If you want to index plain text files instead of reading them into a string to create a field, you can create a field with the following code:

Field field = new Field ("content", new FileReader (file))

The file here is the text file. This constructor actually reads the contents of the file and indexes it, but does not store it.

6 how to maintain the index

Index maintenance operations are provided by the IndexReader class.

6.1 how to delete an index

Lucene provides two ways to delete document from the index. One is

Void deleteDocument (int docNum)

This method is based on the number of document in the index to delete, each document added to the index will have a unique number, so delete according to the number is a precise deletion, but this number is the internal structure of the index, we generally do not know the number of a file is in the end, so useful. The other is

Void deleteDocuments (Term term)

This method actually performs a search operation based on the parameter term, and then deletes the search results in batches. We can use this method to provide a strict query condition to achieve the purpose of deleting the specified document.

Here is an example:

Directory dir = FSDirectory.getDirectory (PATH, false)

IndexReader reader = IndexReader.open (dir)

Term term = new Term (field, key)

Reader.deleteDocuments (term)

Reader.close ()

6.2 how to update the index

Lucene does not provide a special method to update the index, we need to delete the corresponding document before adding the new document to the index. For example:

Directory dir = FSDirectory.getDirectory (PATH, false)

IndexReader reader = IndexReader.open (dir)

Term term = new Term ("title", "lucene introduction")

Reader.deleteDocuments (term)

Reader.close ()

IndexWriter writer = new IndexWriter (dir, new StandardAnalyzer (), true)

Document doc = new Document ()

Doc.add (new Field ("title", "lucene introduction", Field.Store.YES, Field.Index.TOKENIZED))

Doc.add (new Field ("content", "lucene is funny", Field.Store.YES, Field.Index.TOKENIZED))

Writer.addDocument (doc)

Writer.optimize ()

Writer.close ()

7 how to search

Lucene search is very powerful, it provides a lot of auxiliary query classes, each class inherits from the Query class, each completes a special query, you can build building blocks like any combination of them to complete some complex operations; in addition, lucene also provides the Sort class to sort the results, provides the Filter class to limit the query conditions. You might unconsciously compare it to a SQL statement: "can lucene perform and, or, order by, where, like'% xx%' operations?" The answer is: "of course!"

7.1Various Query

Let's take a look at what query operations lucene allows us to do:

7.1.1 TermQuery

Let's start with the most basic query.

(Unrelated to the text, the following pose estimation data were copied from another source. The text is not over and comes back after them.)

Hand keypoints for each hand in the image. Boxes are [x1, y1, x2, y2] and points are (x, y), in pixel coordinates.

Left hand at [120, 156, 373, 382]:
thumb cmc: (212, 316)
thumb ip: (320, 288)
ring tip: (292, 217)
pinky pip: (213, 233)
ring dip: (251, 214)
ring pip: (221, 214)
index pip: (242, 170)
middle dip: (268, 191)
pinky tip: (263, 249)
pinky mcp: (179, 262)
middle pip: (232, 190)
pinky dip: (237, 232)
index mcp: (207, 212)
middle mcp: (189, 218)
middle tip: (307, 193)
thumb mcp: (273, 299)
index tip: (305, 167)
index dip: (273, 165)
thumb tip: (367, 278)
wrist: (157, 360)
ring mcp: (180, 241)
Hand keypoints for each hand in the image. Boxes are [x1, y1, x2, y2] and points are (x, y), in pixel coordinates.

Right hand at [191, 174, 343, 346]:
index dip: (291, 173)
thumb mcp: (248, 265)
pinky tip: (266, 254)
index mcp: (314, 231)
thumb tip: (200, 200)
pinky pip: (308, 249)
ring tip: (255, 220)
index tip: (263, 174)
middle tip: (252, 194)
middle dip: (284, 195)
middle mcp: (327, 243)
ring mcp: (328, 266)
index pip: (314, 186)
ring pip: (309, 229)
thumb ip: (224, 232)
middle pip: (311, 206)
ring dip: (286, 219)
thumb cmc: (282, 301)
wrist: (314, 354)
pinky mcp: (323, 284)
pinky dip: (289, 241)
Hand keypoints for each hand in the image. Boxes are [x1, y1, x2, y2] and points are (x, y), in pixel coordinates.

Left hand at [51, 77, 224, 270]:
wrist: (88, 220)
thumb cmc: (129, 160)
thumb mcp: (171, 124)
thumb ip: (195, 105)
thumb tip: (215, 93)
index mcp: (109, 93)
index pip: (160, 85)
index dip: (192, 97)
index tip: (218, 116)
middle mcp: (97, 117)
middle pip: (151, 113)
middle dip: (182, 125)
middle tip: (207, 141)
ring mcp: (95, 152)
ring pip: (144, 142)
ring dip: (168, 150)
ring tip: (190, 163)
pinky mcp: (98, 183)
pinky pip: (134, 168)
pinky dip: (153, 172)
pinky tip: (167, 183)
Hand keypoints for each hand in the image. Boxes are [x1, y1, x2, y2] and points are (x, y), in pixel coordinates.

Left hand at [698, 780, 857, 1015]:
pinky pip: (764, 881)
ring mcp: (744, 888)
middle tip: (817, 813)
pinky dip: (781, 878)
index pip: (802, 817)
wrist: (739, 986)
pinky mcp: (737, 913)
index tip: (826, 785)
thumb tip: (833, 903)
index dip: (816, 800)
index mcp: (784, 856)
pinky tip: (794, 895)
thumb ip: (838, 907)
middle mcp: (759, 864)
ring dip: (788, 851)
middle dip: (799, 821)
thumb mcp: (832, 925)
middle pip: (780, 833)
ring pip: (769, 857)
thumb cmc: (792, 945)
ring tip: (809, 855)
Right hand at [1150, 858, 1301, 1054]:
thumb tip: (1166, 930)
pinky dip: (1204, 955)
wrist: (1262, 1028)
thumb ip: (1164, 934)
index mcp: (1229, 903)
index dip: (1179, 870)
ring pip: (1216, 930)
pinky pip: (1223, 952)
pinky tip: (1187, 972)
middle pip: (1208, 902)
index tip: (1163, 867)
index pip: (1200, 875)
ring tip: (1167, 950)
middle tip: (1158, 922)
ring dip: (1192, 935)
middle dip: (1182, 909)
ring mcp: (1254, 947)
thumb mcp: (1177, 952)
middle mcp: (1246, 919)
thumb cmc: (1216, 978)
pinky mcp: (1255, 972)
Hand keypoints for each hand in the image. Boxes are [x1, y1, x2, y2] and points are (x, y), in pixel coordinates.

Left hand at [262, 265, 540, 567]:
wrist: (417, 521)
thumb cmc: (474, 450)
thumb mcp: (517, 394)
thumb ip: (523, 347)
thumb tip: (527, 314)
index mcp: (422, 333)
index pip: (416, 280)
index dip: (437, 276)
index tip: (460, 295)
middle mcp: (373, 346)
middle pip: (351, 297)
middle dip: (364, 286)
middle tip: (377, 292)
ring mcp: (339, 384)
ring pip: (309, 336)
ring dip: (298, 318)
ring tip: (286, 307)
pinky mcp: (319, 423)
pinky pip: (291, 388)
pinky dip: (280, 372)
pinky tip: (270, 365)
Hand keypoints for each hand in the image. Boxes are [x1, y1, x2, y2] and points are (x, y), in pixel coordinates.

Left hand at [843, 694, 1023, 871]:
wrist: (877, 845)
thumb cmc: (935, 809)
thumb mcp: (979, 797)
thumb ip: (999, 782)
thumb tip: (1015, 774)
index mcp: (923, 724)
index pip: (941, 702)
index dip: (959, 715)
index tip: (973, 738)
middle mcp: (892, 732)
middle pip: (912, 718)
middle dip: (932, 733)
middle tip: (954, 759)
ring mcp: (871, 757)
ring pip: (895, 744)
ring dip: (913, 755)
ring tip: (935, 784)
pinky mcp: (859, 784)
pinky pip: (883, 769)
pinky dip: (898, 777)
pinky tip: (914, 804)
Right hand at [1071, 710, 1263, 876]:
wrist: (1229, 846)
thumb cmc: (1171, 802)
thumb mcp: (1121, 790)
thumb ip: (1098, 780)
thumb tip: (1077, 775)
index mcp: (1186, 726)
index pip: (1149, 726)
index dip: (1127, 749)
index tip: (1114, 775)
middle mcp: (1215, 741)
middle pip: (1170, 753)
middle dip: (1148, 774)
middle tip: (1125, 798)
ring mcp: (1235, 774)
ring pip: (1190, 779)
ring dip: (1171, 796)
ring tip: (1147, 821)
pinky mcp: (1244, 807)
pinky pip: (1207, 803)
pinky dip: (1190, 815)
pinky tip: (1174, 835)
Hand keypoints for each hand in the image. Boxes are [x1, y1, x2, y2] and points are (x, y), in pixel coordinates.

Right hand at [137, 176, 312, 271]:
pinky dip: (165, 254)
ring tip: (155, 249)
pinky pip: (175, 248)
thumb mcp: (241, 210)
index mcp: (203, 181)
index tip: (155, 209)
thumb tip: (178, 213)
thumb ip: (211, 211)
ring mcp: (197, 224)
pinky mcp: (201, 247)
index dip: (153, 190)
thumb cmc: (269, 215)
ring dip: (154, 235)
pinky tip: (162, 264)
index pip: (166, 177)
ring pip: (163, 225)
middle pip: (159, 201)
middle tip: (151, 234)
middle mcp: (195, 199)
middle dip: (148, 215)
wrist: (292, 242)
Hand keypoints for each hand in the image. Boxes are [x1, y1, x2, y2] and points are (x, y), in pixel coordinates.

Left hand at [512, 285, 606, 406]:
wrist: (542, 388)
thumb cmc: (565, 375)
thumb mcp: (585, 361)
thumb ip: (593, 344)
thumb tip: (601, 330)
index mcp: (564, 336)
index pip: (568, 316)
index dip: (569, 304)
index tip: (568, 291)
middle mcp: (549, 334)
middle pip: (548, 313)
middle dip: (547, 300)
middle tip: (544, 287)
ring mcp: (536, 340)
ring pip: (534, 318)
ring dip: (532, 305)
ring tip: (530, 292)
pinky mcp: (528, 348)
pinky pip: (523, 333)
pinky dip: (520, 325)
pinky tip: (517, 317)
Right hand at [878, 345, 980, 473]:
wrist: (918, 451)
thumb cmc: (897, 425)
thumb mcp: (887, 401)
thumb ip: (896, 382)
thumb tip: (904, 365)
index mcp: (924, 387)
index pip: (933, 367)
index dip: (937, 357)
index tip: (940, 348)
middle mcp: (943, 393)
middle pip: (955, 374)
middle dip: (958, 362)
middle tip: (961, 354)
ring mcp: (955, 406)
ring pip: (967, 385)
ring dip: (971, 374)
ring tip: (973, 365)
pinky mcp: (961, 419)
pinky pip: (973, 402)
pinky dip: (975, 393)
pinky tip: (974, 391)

If you want to execute a query like this: "include 'lucene' 's document" in the content field, then you can use TermQuery:

Term t = new Term ("content", "lucene")

Query query = new TermQuery (t)

7.1.2 BooleanQuery

If you want to query "include the document of java or perl in the content field", you can create two TermQuery and connect them with BooleanQuery:

TermQuery termQuery1 = new TermQuery (new Term ("content", "java")

TermQuery termQuery 2 = new TermQuery (new Term ("content", "perl")

BooleanQuery booleanQuery = new BooleanQuery ()

BooleanQuery.add (termQuery 1, BooleanClause.Occur.SHOULD)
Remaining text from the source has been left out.